[Task brief] The answer is the number of lines in the data that contain the word "bends"; give it alone.

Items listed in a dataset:

*** Begin section ***

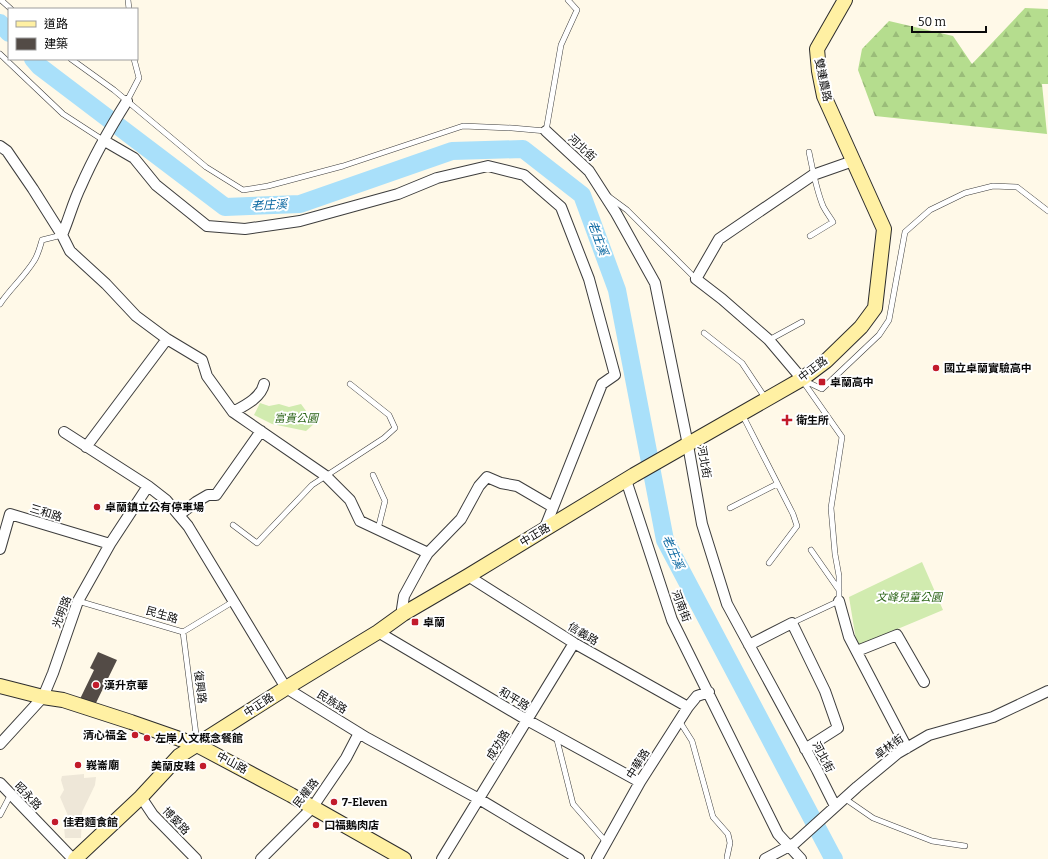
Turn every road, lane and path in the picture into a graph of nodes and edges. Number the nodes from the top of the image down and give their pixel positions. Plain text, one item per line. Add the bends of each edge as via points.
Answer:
1 (1, 0) edge
2 (568, 0) edge
3 (845, 0) edge
4 (11, 8) edge
5 (0, 54) edge
6 (72, 60) edge
7 (134, 60) edge
8 (127, 101) junction
9 (546, 131) junction
10 (103, 140) junction
11 (0, 146) edge
12 (810, 152) dead end
13 (854, 161) junction
14 (813, 175) junction
15 (603, 192) junction
16 (1048, 211) edge
17 (62, 235) junction
18 (810, 236) dead end
19 (696, 279) junction
20 (0, 304) edge
21 (802, 322) dead end
22 (704, 333) dead end
23 (167, 339) junction
24 (768, 340) junction
25 (802, 379) junction
26 (264, 384) dead end
27 (350, 384) dead end
28 (766, 400) junction
29 (232, 412) junction
30 (742, 414) junction
31 (261, 431) junction
32 (64, 432) dead end
33 (688, 444) junction
34 (86, 447) junction
35 (373, 475) dead end
36 (326, 476) junction
37 (630, 478) junction
38 (777, 484) junction
39 (148, 486) junction
40 (553, 508) junction
41 (730, 508) dead end
42 (179, 515) junction
43 (233, 525) dead end
44 (378, 529) junction
45 (544, 530) junction
46 (110, 544) junction
47 (0, 549) edge
48 (811, 550) dead end
49 (428, 553) junction
50 (769, 562) dead end
51 (468, 576) junction
52 (839, 595) junction
53 (78, 601) junction
54 (234, 601) junction
55 (403, 614) junction
56 (792, 623) junction
57 (183, 632) junction
58 (378, 632) junction
59 (574, 643) junction
60 (749, 644) junction
61 (857, 651) junction
62 (924, 682) dead end
63 (0, 686) edge
64 (286, 688) junction
65 (1048, 691) edge
66 (709, 692) junction
67 (43, 697) junction
68 (688, 707) junction
69 (527, 720) junction
70 (680, 722) junction
71 (359, 733) junction
72 (556, 736) junction
73 (0, 744) edge
74 (197, 745) junction
75 (907, 748) junction
76 (805, 749) junction
77 (640, 782) junction
78 (0, 783) edge
79 (11, 794) junction
80 (141, 797) junction
81 (844, 798) junction
82 (479, 799) junction
83 (835, 806) junction
84 (312, 808) junction
85 (0, 815) edge
86 (607, 843) junction
87 (789, 846) junction
88 (965, 846) dead end
89 (74, 859) edge
90 (196, 859) edge
91 (261, 859) edge
92 (404, 859) edge
93 (442, 859) edge
94 (579, 859) edge
95 (597, 859) edge
96 (727, 859) edge
97 (765, 859) edge
98 (801, 859) edge

1 - 4 lane
2 - 9 lane via 577,10 561,45
3 - 13 street, 雙連農路 via 817,49 824,96
5 - 10 lane via 63,114
6 - 8 lane
7 - 8 lane via 139,78
8 - 9 lane via 206,167 243,190 343,166 463,126
8 - 10 street
9 - 15 street, 河北街 via 590,171
10 - 17 street via 80,186
10 - 40 street via 134,158 156,184 208,226 245,229 300,221 398,194 437,178 488,166 524,175 561,207 589,279 615,375 602,384
11 - 17 street via 7,151
12 - 14 lane
13 - 14 street
13 - 25 street, 中正路 via 884,229 875,308 861,327 826,361
14 - 18 lane via 824,208 833,222
14 - 19 street via 720,239
15 - 19 lane via 627,210
15 - 33 street, 河北街 via 655,283
16 - 25 lane via 1017,187 993,186 964,193 930,210 905,232 890,320 879,335 822,389
17 - 20 lane via 42,240 35,260
17 - 23 street via 70,251 136,316
19 - 24 street
21 - 24 lane
22 - 28 lane via 742,363
23 - 29 street via 202,360 207,376
23 - 34 street
24 - 25 street
25 - 28 street, 中正路
25 - 52 lane via 842,437 831,508
26 - 29 street via 263,389 247,404
27 - 36 lane via 389,415 395,428
28 - 30 street, 中正路
29 - 31 street
30 - 33 street, 中正路
30 - 38 lane
31 - 36 street
31 - 42 street via 216,495 208,495
32 - 34 street, 民族路
33 - 37 street, 中正路
33 - 60 street, 河北街 via 702,524 727,604
34 - 39 street, 民族路
35 - 44 lane via 385,501
36 - 43 lane via 312,485 257,543
36 - 44 street via 350,500 360,521
37 - 45 street, 中正路
37 - 66 street, 河南街 via 672,620
38 - 41 lane
38 - 50 lane via 797,526
39 - 42 street, 民族路 via 166,500
39 - 46 street, 光明路
40 - 45 street
40 - 49 street via 517,486 487,477 479,486 461,519
42 - 54 street, 民族路
44 - 49 street
45 - 51 street, 中正路
46 - 47 street, 三和路 via 10,514
46 - 53 street, 光明路
48 - 52 lane
49 - 55 street via 404,596
51 - 55 street, 中正路
51 - 59 street, 信義路
52 - 56 lane
52 - 61 street via 849,637
53 - 57 lane, 民生路
53 - 67 street, 光明路
54 - 57 lane, 民生路
54 - 64 street, 民族路
55 - 58 street, 中正路
56 - 60 street
56 - 76 street via 825,691 838,728
57 - 74 lane, 復興路
58 - 64 street, 中正路
58 - 69 street, 和平路
59 - 68 street, 信義路
59 - 69 street, 成功路
60 - 76 street, 河北街
61 - 62 street via 897,635
61 - 75 street
63 - 67 street, 中山路
64 - 71 street, 民族路
64 - 74 street, 中正路
65 - 75 street, 卓林街 via 993,717 929,735
66 - 68 street, 中華路 via 697,696
66 - 87 street, 河南街 via 778,834
67 - 73 street, 光明路
67 - 74 street, 中山路 via 63,700
68 - 70 street, 中華路
69 - 72 street, 和平路
69 - 82 street, 成功路
70 - 77 street, 中華路
70 - 96 lane via 692,741 713,817 728,834 730,843
71 - 82 street, 民族路
71 - 84 street, 民權路 via 346,758
72 - 77 street, 和平路
72 - 86 lane via 573,804
74 - 80 street, 中正路 via 179,756
74 - 84 street, 中山路
75 - 81 street, 卓林街
76 - 83 street, 河北街
77 - 86 street, 中華路
78 - 79 street, 昭永路
79 - 85 lane
79 - 89 street, 昭永路
80 - 89 street, 中正路
80 - 90 street, 博愛路 via 153,815
81 - 83 street, 卓林街
81 - 88 lane via 873,818 932,841
82 - 93 street, 成功路
82 - 94 street, 民族路
83 - 87 street, 卓林街
84 - 91 street, 民權路
84 - 92 street, 中山路
86 - 95 street, 中華路
87 - 97 street, 卓林街
87 - 98 street, 河南街

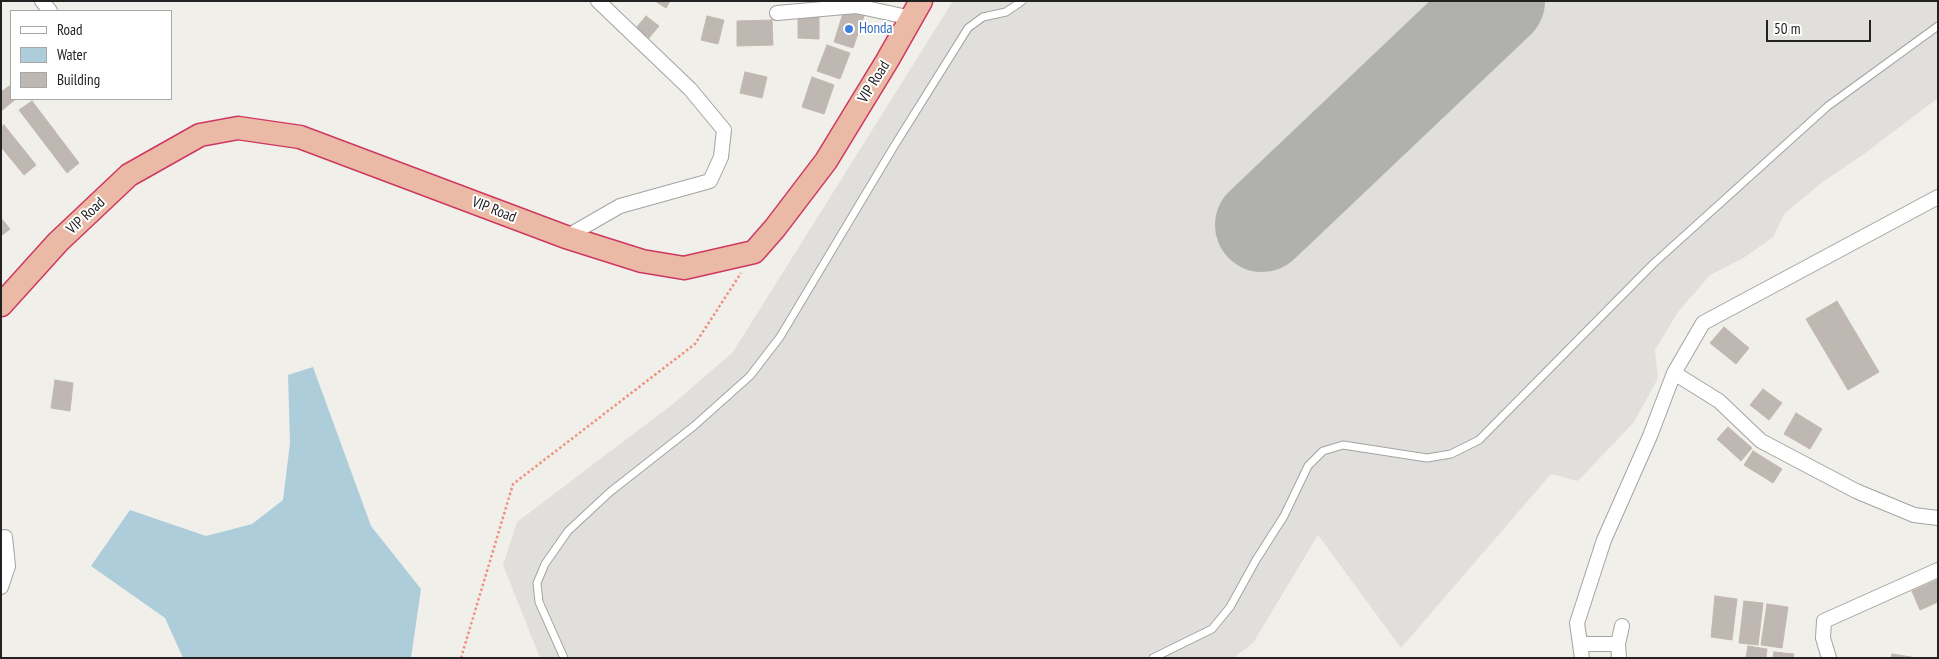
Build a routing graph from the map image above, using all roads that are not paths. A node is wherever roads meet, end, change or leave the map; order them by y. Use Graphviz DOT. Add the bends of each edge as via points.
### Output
graph roads {
  1 [pos="598,1"];
  2 [pos="1022,1"];
  3 [pos="856,4"];
  4 [pos="916,10"];
  5 [pos="777,13"];
  6 [pos="1938,26"];
  7 [pos="1938,197"];
  8 [pos="566,237"];
  9 [pos="1,305"];
  10 [pos="1674,373"];
  11 [pos="1938,518"];
  12 [pos="5,537"];
  13 [pos="1938,570"];
  14 [pos="1,587"];
  15 [pos="1622,626"];
  16 [pos="1581,651"];
  17 [pos="1618,651"];
  18 [pos="564,658"];
  19 [pos="1153,658"];
  20 [pos="1829,658"];
  1 -- 8 [label="street" via="690,89 724,130 721,157 710,181 620,206"];
  2 -- 18 [label="lane" via="1006,12 983,17 968,28 780,338 750,376 694,426 610,492 568,532 544,564 537,583 539,602"];
  3 -- 4 [label="street"];
  3 -- 5 [label="street"];
  4 -- 8 [label="highway, VIP Road" via="826,161 754,252 684,268 642,261"];
  6 -- 19 [label="lane" via="1828,106 1653,264 1480,440 1451,454 1427,458 1343,445 1322,451 1308,466 1284,516 1230,607 1212,629"];
  7 -- 10 [label="street" via="1703,323"];
  8 -- 9 [label="highway, VIP Road" via="300,137 238,128 200,135 129,175 58,242"];
  10 -- 11 [label="street" via="1719,401 1761,441 1856,491 1914,515"];
  10 -- 16 [label="street" via="1604,540 1577,623"];
  12 -- 14 [label="street" via="8,566"];
  13 -- 20 [label="street" via="1824,621"];
  15 -- 17 [label="street"];
  16 -- 17 [label="street"];
}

*** End section ***

[Worked solution] 2